[Entries taken from a collection]

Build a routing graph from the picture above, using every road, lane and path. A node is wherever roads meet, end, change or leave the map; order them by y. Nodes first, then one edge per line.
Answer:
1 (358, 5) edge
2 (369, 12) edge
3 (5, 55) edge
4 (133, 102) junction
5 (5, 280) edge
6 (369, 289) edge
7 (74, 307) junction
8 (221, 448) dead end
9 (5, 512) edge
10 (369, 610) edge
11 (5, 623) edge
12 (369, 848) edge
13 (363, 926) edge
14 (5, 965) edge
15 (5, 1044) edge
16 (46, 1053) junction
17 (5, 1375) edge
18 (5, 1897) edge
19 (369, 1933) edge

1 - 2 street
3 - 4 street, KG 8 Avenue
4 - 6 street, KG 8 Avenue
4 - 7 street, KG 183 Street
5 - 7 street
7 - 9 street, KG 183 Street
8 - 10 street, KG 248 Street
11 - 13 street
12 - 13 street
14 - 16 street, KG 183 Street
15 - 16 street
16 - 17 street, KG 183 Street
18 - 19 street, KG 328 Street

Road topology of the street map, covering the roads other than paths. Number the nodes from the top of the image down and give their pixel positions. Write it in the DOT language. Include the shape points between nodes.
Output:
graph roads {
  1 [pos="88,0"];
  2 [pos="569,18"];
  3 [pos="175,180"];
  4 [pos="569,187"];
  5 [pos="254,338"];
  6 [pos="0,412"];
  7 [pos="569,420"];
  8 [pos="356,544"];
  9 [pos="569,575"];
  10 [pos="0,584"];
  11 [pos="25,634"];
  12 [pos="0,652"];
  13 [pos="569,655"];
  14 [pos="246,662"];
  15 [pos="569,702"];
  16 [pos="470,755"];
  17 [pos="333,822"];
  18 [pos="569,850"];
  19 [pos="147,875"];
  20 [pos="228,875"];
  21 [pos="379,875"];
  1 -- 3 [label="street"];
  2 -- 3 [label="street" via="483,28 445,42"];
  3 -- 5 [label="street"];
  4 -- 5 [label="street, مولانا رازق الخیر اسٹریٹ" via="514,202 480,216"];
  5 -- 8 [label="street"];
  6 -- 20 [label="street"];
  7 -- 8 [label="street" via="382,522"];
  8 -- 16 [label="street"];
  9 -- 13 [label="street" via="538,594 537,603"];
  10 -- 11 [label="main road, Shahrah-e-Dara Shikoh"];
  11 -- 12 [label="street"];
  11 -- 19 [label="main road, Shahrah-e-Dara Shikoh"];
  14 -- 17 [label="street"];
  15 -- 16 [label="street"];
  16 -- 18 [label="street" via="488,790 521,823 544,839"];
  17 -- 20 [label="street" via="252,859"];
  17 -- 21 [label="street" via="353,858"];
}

(What is needed)
Print the first line of the records above and each line after it, exactly, through the line with "Road topology of".

(Solution below)
Build a routing graph from the picture above, using every road, lane and path. A node is wherever roads meet, end, change or leave the map; order them by y. Nodes first, then one edge per line.
Answer:
1 (358, 5) edge
2 (369, 12) edge
3 (5, 55) edge
4 (133, 102) junction
5 (5, 280) edge
6 (369, 289) edge
7 (74, 307) junction
8 (221, 448) dead end
9 (5, 512) edge
10 (369, 610) edge
11 (5, 623) edge
12 (369, 848) edge
13 (363, 926) edge
14 (5, 965) edge
15 (5, 1044) edge
16 (46, 1053) junction
17 (5, 1375) edge
18 (5, 1897) edge
19 (369, 1933) edge

1 - 2 street
3 - 4 street, KG 8 Avenue
4 - 6 street, KG 8 Avenue
4 - 7 street, KG 183 Street
5 - 7 street
7 - 9 street, KG 183 Street
8 - 10 street, KG 248 Street
11 - 13 street
12 - 13 street
14 - 16 street, KG 183 Street
15 - 16 street
16 - 17 street, KG 183 Street
18 - 19 street, KG 328 Street

Road topology of the street map, covering the roads other than paths. Number the nodes from the top of the image down and give their pixel positions. Write it in the DOT language. Include the shape points between nodes.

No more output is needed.